[Stored data]

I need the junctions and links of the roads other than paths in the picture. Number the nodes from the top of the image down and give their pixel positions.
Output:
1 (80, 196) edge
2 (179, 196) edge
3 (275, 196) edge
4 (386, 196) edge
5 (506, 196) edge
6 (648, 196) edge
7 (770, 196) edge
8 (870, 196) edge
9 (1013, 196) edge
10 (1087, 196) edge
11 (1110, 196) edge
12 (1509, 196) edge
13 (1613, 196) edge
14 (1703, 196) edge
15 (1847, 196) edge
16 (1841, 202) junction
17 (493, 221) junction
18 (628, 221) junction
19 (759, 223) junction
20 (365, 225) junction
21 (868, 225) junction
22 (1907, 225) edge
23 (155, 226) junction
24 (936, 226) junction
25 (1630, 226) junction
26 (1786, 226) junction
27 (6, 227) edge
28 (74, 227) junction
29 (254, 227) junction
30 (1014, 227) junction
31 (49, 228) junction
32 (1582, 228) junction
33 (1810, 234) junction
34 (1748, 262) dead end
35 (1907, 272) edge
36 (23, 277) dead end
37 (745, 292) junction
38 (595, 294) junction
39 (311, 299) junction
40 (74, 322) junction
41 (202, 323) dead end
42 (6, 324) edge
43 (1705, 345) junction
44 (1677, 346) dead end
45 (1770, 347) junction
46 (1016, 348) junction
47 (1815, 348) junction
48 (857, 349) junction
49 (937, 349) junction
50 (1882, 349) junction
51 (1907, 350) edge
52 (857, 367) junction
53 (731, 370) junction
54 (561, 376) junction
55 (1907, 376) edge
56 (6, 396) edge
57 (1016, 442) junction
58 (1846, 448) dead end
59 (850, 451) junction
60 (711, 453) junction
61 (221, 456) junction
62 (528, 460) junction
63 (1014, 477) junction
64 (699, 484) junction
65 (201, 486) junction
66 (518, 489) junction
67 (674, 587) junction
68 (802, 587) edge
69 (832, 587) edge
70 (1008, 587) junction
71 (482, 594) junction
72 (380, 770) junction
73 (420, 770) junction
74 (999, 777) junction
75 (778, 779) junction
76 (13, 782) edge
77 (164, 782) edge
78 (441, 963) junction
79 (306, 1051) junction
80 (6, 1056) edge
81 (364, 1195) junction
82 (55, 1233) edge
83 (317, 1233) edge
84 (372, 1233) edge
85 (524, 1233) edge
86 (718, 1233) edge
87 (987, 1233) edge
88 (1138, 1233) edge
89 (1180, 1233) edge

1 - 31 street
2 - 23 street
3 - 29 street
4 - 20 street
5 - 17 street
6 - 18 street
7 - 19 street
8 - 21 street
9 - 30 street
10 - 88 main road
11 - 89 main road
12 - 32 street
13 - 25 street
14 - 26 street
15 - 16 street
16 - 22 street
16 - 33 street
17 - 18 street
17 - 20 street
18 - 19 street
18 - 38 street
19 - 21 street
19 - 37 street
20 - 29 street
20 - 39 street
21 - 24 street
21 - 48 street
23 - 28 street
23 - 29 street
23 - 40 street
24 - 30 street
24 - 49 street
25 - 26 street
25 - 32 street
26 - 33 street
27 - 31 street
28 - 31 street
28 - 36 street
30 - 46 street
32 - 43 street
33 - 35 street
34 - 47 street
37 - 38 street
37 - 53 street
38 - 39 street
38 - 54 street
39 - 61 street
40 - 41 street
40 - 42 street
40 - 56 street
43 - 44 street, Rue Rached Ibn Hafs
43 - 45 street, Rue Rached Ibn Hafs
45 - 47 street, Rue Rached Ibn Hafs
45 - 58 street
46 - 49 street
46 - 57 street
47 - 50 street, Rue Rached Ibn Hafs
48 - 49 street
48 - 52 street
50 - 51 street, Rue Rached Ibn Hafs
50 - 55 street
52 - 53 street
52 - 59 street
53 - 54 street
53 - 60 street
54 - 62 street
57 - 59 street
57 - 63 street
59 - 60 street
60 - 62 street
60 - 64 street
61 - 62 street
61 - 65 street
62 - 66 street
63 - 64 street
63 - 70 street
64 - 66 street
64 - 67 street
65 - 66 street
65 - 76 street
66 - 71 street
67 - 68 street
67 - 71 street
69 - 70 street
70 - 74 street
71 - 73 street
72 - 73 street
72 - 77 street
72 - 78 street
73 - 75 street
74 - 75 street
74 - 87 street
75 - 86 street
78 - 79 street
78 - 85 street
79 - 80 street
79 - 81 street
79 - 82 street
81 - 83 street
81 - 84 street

Aim of the exercise:
In the data above, tally the lines that contain the string "Hafs" and give that figure alone.

Solution:
5